* What this task involves *
Show every line below where "ring" appears.

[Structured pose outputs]
____________

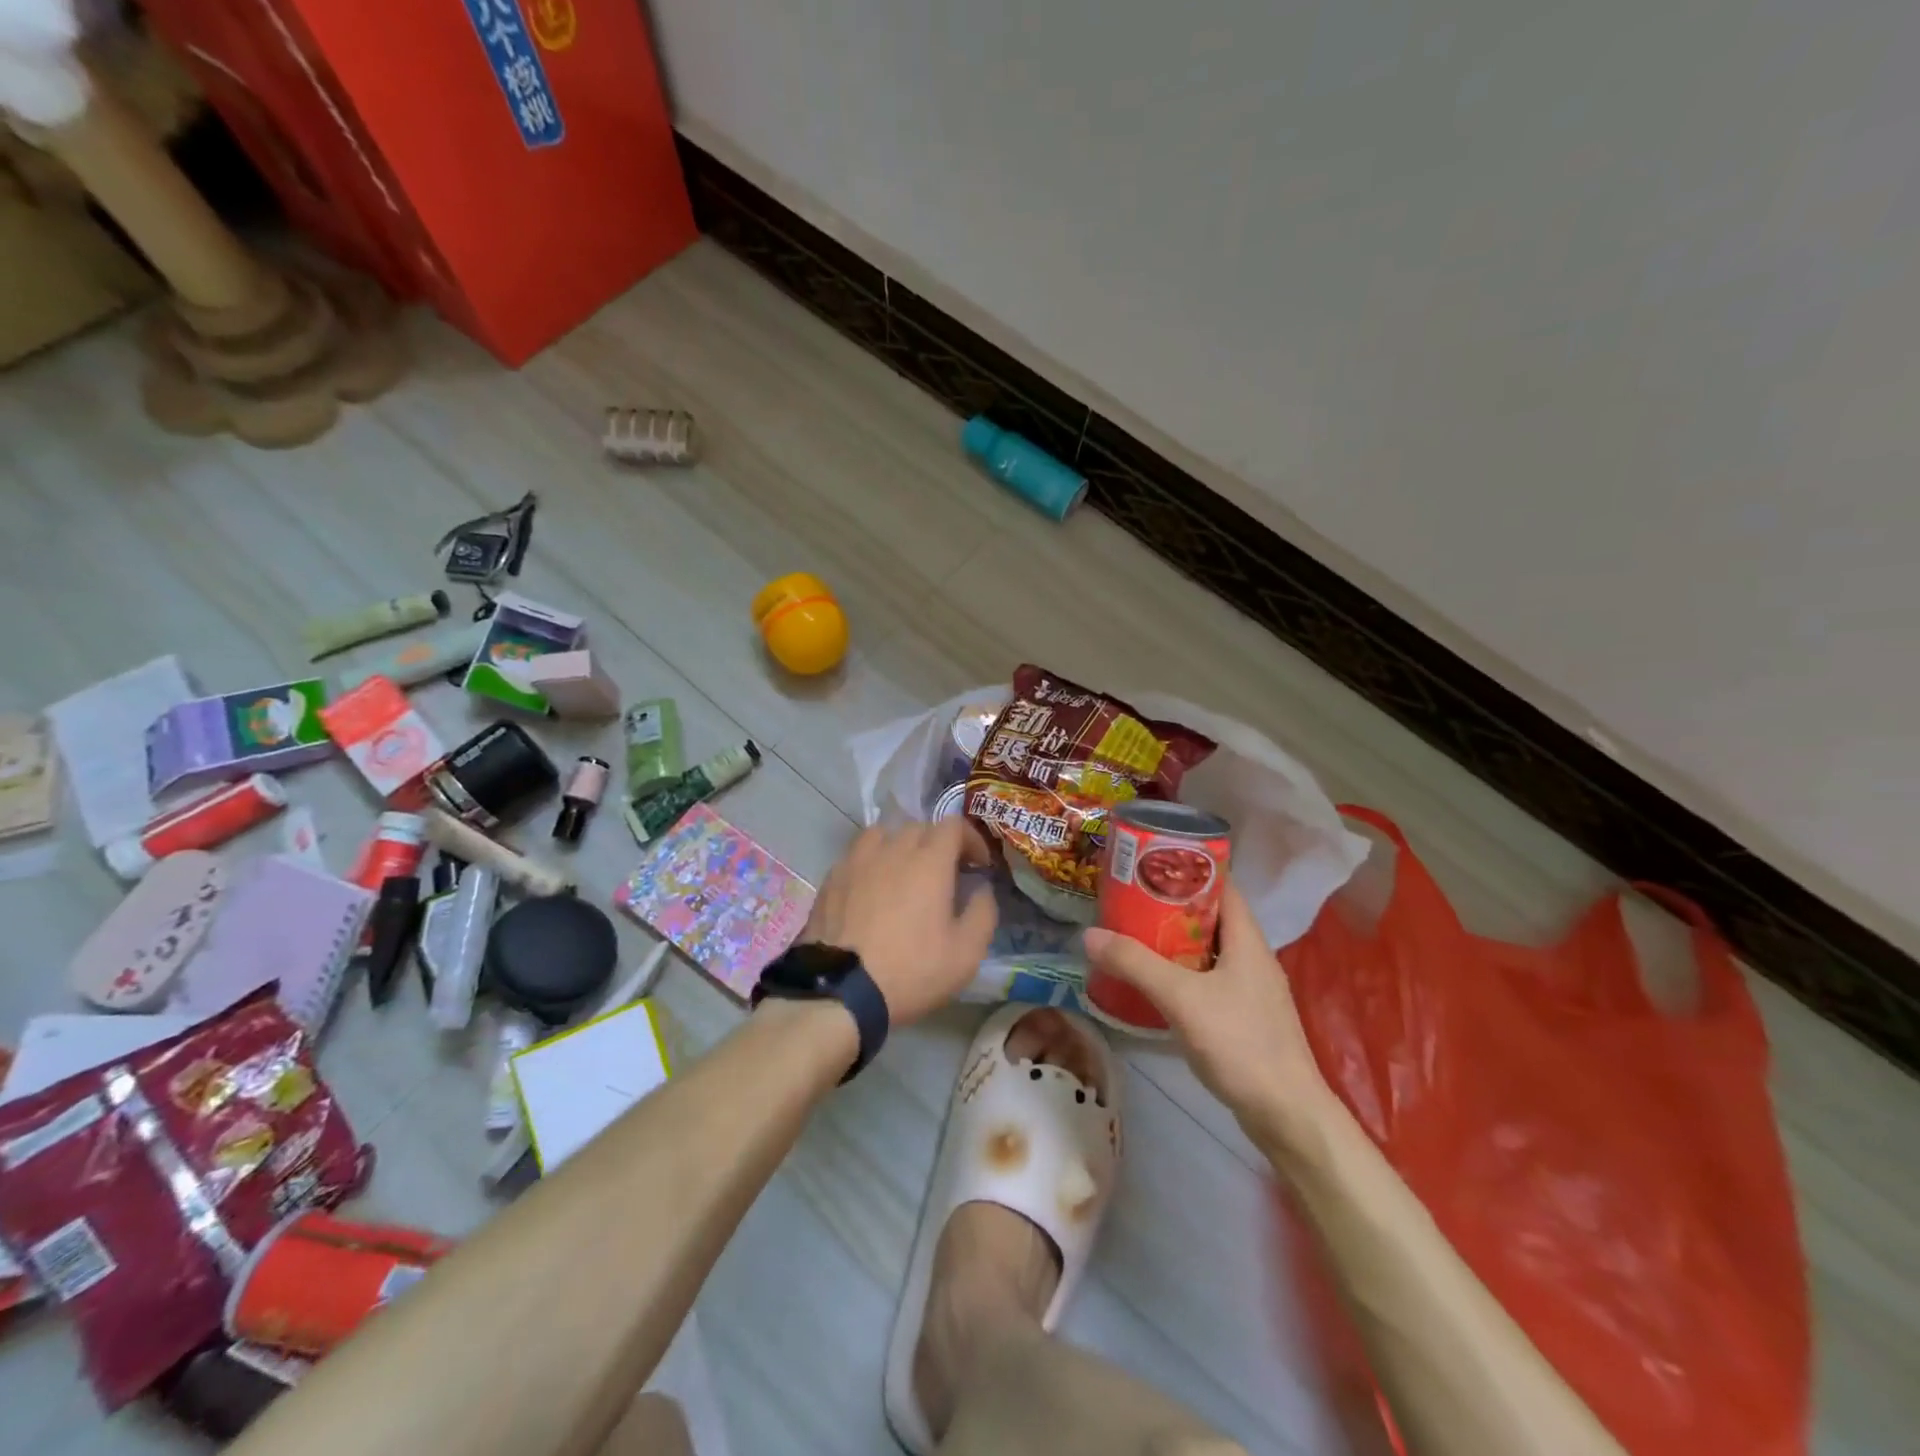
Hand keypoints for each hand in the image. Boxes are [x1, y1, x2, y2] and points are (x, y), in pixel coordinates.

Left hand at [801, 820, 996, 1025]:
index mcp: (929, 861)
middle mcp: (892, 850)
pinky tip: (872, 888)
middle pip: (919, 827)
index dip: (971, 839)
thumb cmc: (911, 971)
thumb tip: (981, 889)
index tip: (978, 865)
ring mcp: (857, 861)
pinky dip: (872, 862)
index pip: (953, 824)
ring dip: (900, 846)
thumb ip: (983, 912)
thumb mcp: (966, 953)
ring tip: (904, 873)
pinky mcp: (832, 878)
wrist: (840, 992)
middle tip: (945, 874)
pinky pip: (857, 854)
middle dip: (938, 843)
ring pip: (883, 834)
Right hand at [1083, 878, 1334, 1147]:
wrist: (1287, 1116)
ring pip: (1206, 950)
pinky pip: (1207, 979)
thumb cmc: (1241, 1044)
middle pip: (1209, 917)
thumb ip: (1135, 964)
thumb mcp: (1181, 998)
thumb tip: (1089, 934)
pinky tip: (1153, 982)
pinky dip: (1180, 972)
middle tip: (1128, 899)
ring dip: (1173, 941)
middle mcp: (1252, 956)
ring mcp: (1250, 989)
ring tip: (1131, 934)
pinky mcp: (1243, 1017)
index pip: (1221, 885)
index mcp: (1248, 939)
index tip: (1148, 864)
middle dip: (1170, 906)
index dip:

____________

* Task solution *
ring mcp: (857, 861)
ring dip: (900, 846)
ring tip: (904, 873)
ring pip: (883, 834)
ring pip: (1206, 950)
ring dip: (1173, 941)
ring mcp: (1250, 989)
ring tip: (1131, 934)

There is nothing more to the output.